Sunday 24 June 2007

Shepard's Pie

Nice warm dish in time for winter! Make the filling and topping at the same time.

Ingredients
500g beef mince
2 large carrots, diced finely
1/2 cup frozen peas
1 can of tinned whole tomatoes
2 medium white onions, diced finely
2 cloves garlic, crushed
2 tbsp tomato paste
8 large desiree (or another mashing potatoes)
3/4 cup milk
bay leaf
hand full parsley, chopped
3 springs oregano, chopped
paprika (optional)

Filling
1. On a low heat and with abit of oil in a large pan, lightly brown the garlic. Then add onions and cooked until onions are translucent. Add the mince and cook unti brown.
2. Add the carrots, then the peas. Stir in tinned tomatoes, breaking up the whole tomatoes as you stir. Add in tomato paste and bay leaf. Cook until liquid has reduced.
3. Once the liquid has reduced, take out the bay leaf and add the parsley and oregano. Season to taste.

Topping
1. Peel and quarter the potatoes (this will hasten the cooking process).

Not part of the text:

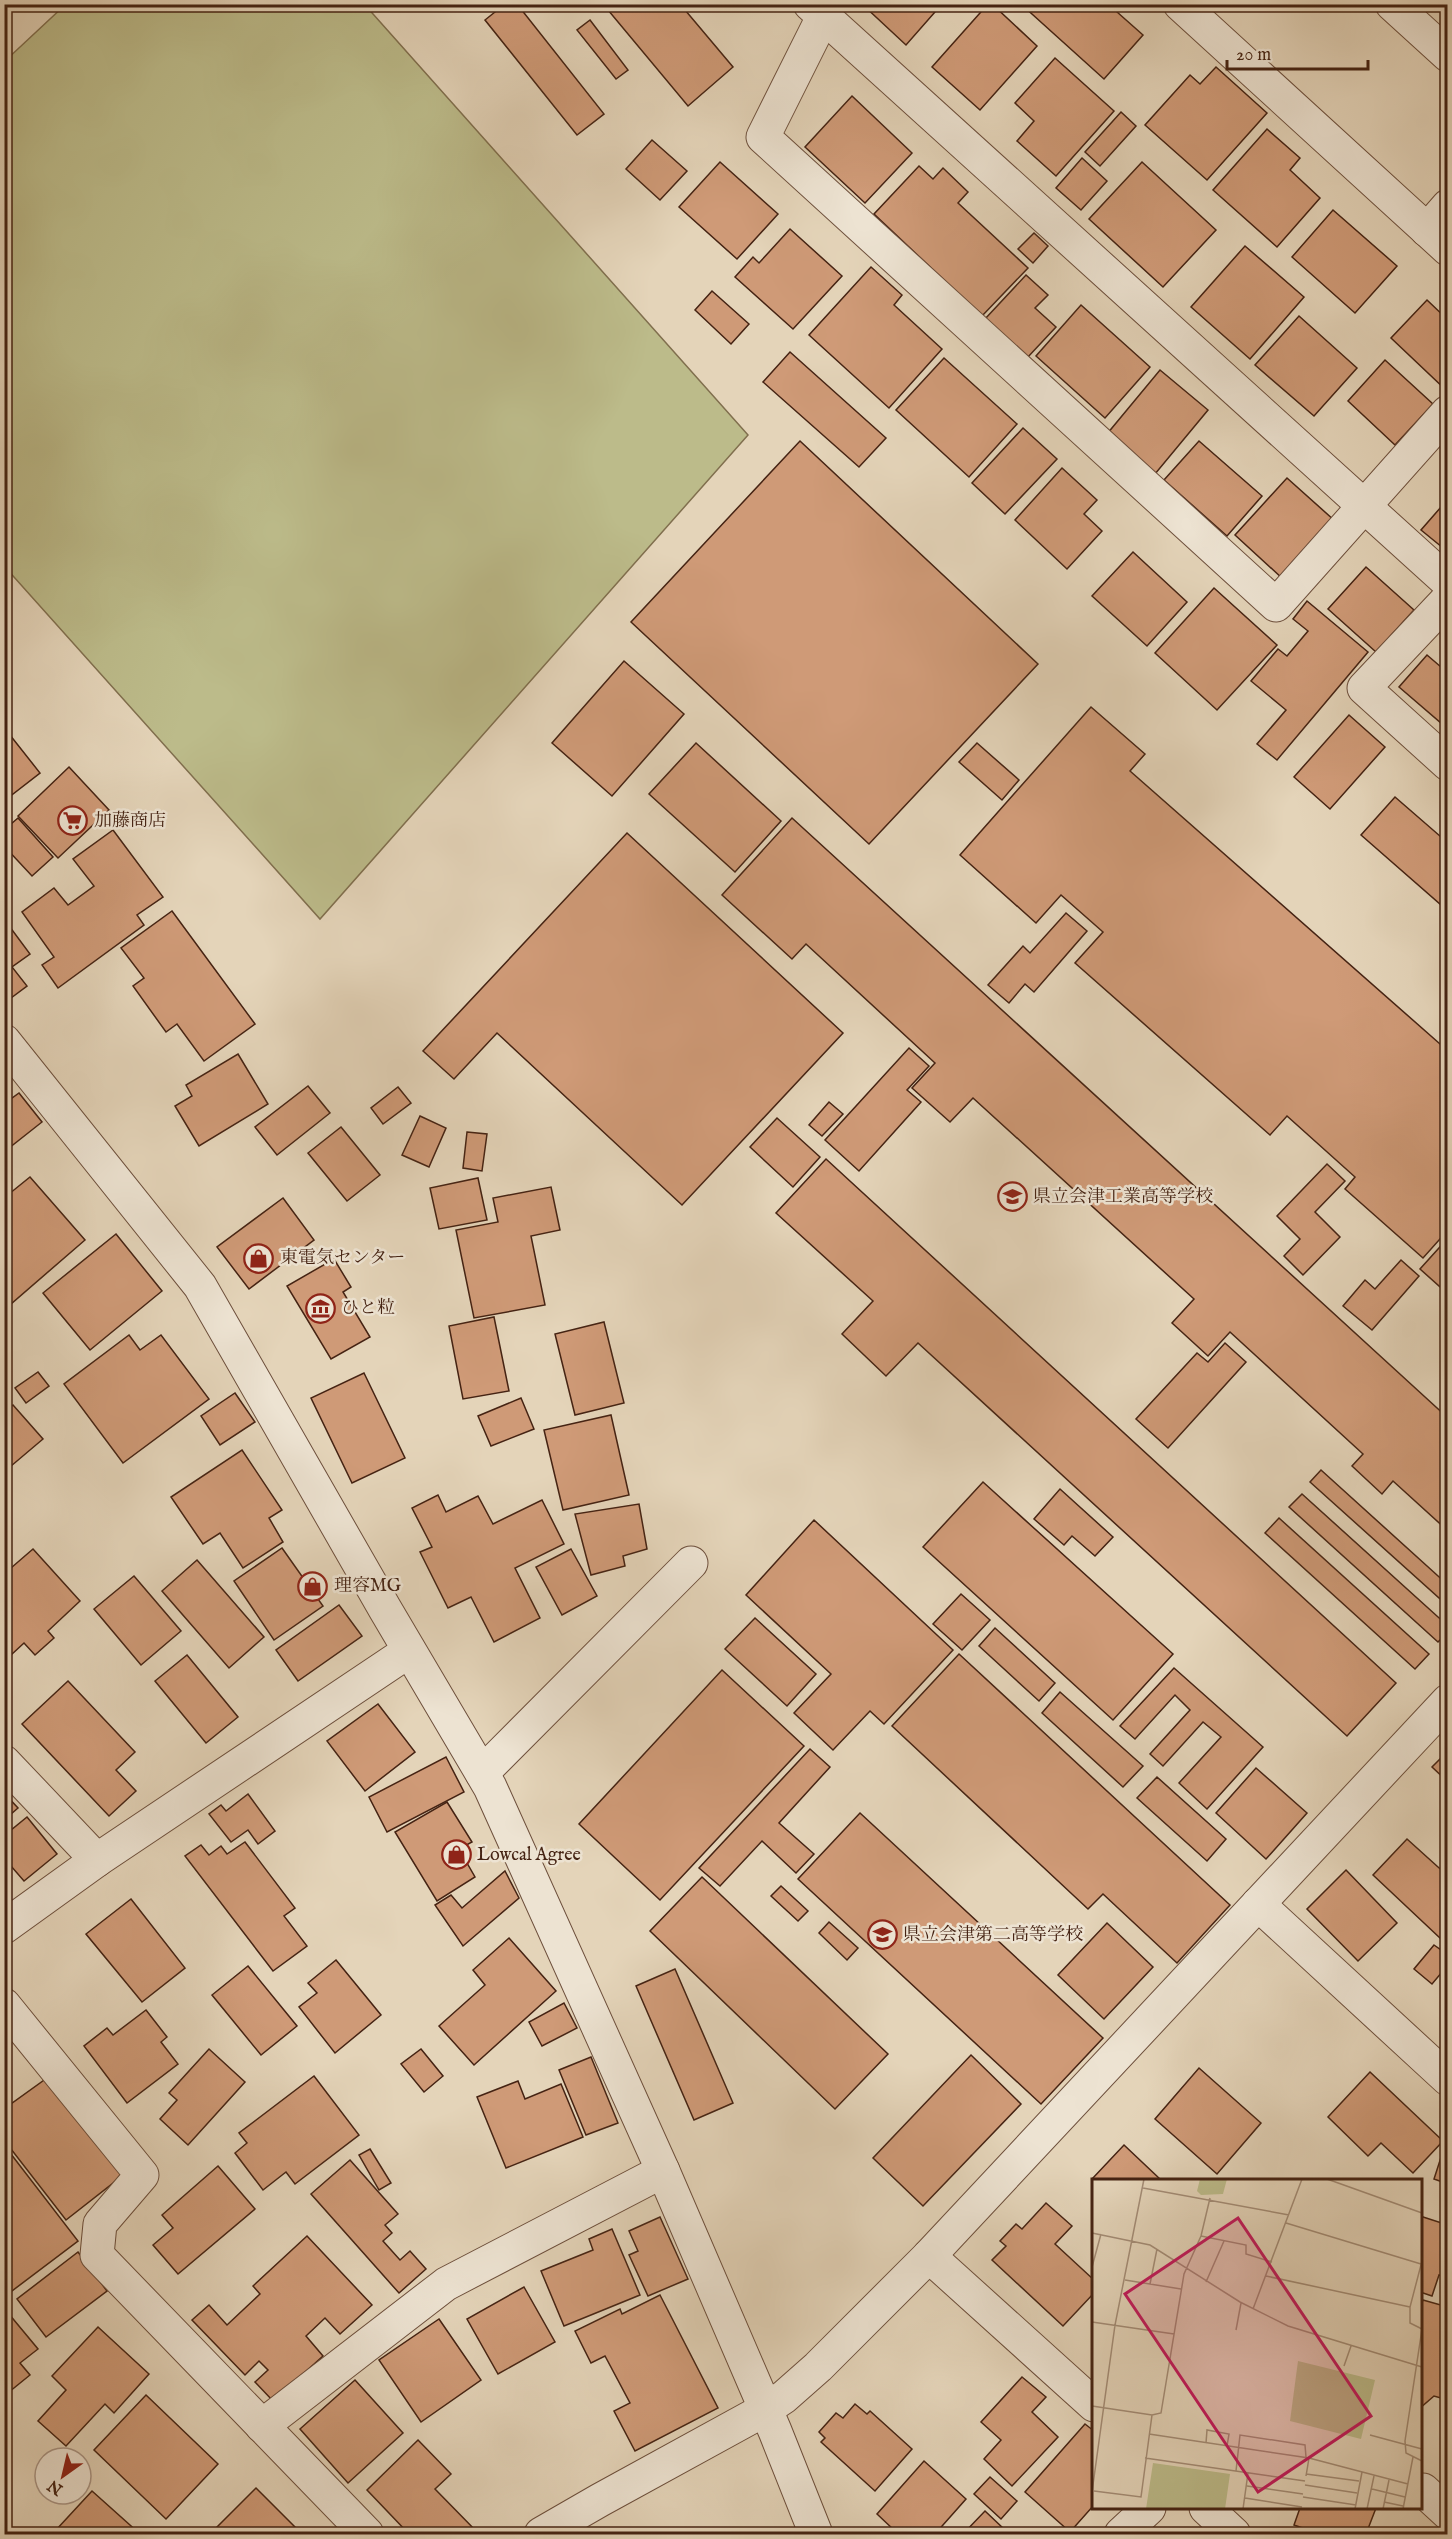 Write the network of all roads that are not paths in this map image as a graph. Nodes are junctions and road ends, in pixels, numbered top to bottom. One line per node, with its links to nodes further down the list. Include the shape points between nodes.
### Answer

In a large pot boil potatoes with a pinch of salt. When the potatoes are soft, drain and return to the warm pot. Mash the potatoes, adding in abit of butter.
2. Put the milk in a cup and heat in the microwave until warm. Add the warm milk to the potatoes and season. To make mash potatoes fluffier, beat it with an electric mixer until smooth.

To assemble
Preheat an 180 degree oven. In a deep dish, cover the whole dish with the filling then roughly top with the mash potatoes ensuring the filling is all covered. Sprinkle some paprika on top for some colour (optional). Bake in the oven for 20mins or until the potatoes have slightly browned.